Before, everyone was just using ad hoc SQL build processes. It could be as simple as copying and pasting some code from one place to another and pushing a button to run it. That would work fine if your code was not that complicated and there were only, like, two people in the whole company who worked on this part of it. But then as people started doing their analysis from soup to nuts inside the database, they needed something like dbt.
Assuming your theory bears fruit, what do you think would make for useful or popular SQL libraries?
Time-series analysis might be it. Doing rolling averages and things like that is very awkward in SQL using the built-in capabilities, like window functions.
Another really useful open-source library that I would love to see is approximate aggregation. It’s a thing that exists in all these different databases, but it’s typically not very user-friendly and so they hardly use it. Or it’s just different for different systems, so nobody ever bothers to learn; they just learn the regular average. And, boy, it would be nice if there was just a uniform way of doing approximate aggregate cases. It would be great if someone would write a friendly wrapper around the built-in approximate aggregation capabilities of popular systems, and then as a user you could just use that.
“Open source code was an absolute revolution in software development, so the same thing could happen for SQL developers – it could be a catalyst.”
What’s the net effect on the SQL ecosystem if this idea catches on and becomes super popular?
Well, open source code was an absolute revolution in software development, so the same thing could happen for SQL developers – it could be a catalyst. You could see the emergence of these widely used libraries that everyone learns and lists on their LinkedIn profiles and uses every day in their work. And it allows analysts to be more productive: One analyst, twice as much done because they’re leveraging this open source code that they’ve been using for years.

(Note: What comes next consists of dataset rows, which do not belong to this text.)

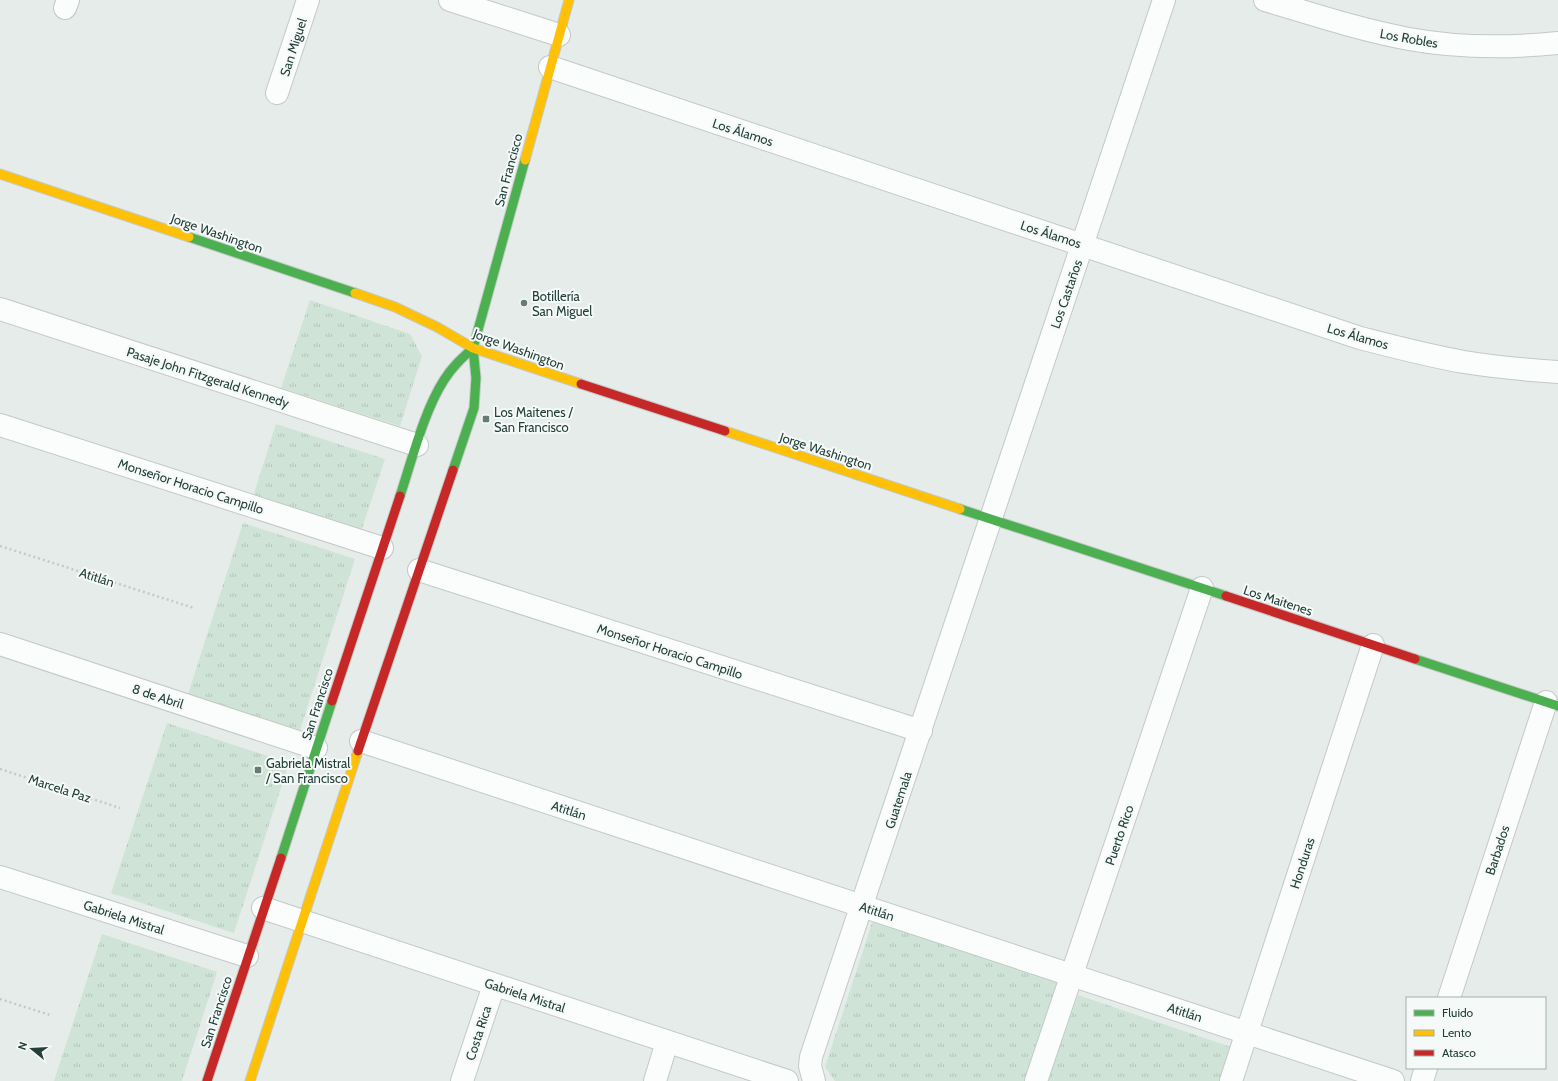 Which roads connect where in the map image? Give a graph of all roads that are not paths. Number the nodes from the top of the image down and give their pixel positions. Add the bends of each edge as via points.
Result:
1 (308, 0) edge
2 (450, 0) edge
3 (569, 0) edge
4 (1164, 0) edge
5 (1264, 0) edge
6 (559, 35) junction
7 (1558, 43) edge
8 (550, 67) junction
9 (278, 93) dead end
10 (0, 174) edge
11 (1082, 245) junction
12 (0, 309) edge
13 (473, 348) junction
14 (1558, 372) edge
15 (0, 425) edge
16 (417, 445) junction
17 (990, 519) junction
18 (382, 548) junction
19 (418, 570) junction
20 (1202, 588) junction
21 (0, 644) edge
22 (1373, 645) junction
23 (1552, 704) edge
24 (921, 731) junction
25 (361, 741) junction
26 (316, 748) junction
27 (0, 877) edge
28 (862, 906) junction
29 (263, 908) junction
30 (302, 921) junction
31 (247, 956) junction
32 (1071, 975) junction
33 (494, 985) junction
34 (1449, 997) edge
35 (1247, 1033) junction
36 (667, 1042) junction
37 (1426, 1069) edge
38 (207, 1081) edge
39 (250, 1081) edge
40 (462, 1081) edge
41 (655, 1081) edge
42 (787, 1081) edge
43 (814, 1081) edge
44 (1036, 1081) edge
45 (1231, 1081) edge
46 (1393, 1081) edge
47 (1422, 1081) edge

1 - 9 street, San Miguel
2 - 6 street
3 - 6 main road, San Francisco
4 - 11 street, Los Castaños
5 - 7 street, Los Robles via 1409,39 1483,47
6 - 8 main road, San Francisco
8 - 11 street, Los Álamos
8 - 13 main road, San Francisco
10 - 13 main road, Jorge Washington via 395,307
11 - 14 street, Los Álamos via 1360,338 1464,362
11 - 17 street, Los Castaños
12 - 16 street, Pasaje John Fitzgerald Kennedy
13 - 16 main road, San Francisco via 443,378
13 - 17 main road, Jorge Washington
13 - 19 main road, San Francisco via 477,380 474,408
15 - 18 street, Monseñor Horacio Campillo
16 - 18 main road, San Francisco
17 - 20 main road, Los Maitenes
17 - 24 street, Guatemala
18 - 26 main road, San Francisco
19 - 24 street, Monseñor Horacio Campillo
19 - 25 main road, San Francisco
20 - 22 main road, Los Maitenes
20 - 32 street, Puerto Rico
21 - 26 street, 8 de Abril
22 - 23 main road, Los Maitenes
22 - 35 street, Honduras
23 - 34 street, Barbados
24 - 28 street, Guatemala
25 - 28 street, Atitlán
25 - 30 main road, San Francisco
26 - 29 main road, San Francisco
27 - 31 street, Gabriela Mistral
28 - 32 street, Atitlán
28 - 43 street, Guatemala via 811,1057 810,1066
29 - 30 street, Gabriela Mistral
29 - 31 main road, San Francisco
30 - 33 street, Gabriela Mistral
30 - 39 main road, San Francisco
31 - 38 main road, San Francisco
32 - 35 street, Atitlán
32 - 44 street, Puerto Rico
33 - 36 street, Gabriela Mistral
33 - 40 street, Costa Rica
35 - 45 street, Honduras
35 - 46 street, Atitlán
36 - 41 street
36 - 42 street, Gabriela Mistral
37 - 47 street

It could also lead to fewer mistakes, because every line of code you write is an opportunity to make a mistake. The more you can leverage widely tested things, the fewer mistakes you make. These are all things that have happened in Java and C++ and other languages, and it’s just kind of waiting to happen in SQL.
You mentioned LinkedIn. A standard set of tools and skills would seem valuable for employees changing jobs and companies trying to hire, too.
It’s huge. Everyone wants to think of these things in terms of the tech dimensions, but one of the most important elements of open source code is that you can take it with you. You learn once how to use that library and, if it’s popular enough, there’s a good chance that your next job will use it, too. So it creates more of an incentive for individuals to learn these things because they don’t have to worry that this knowledge is going to become useless in a couple of years if they change jobs.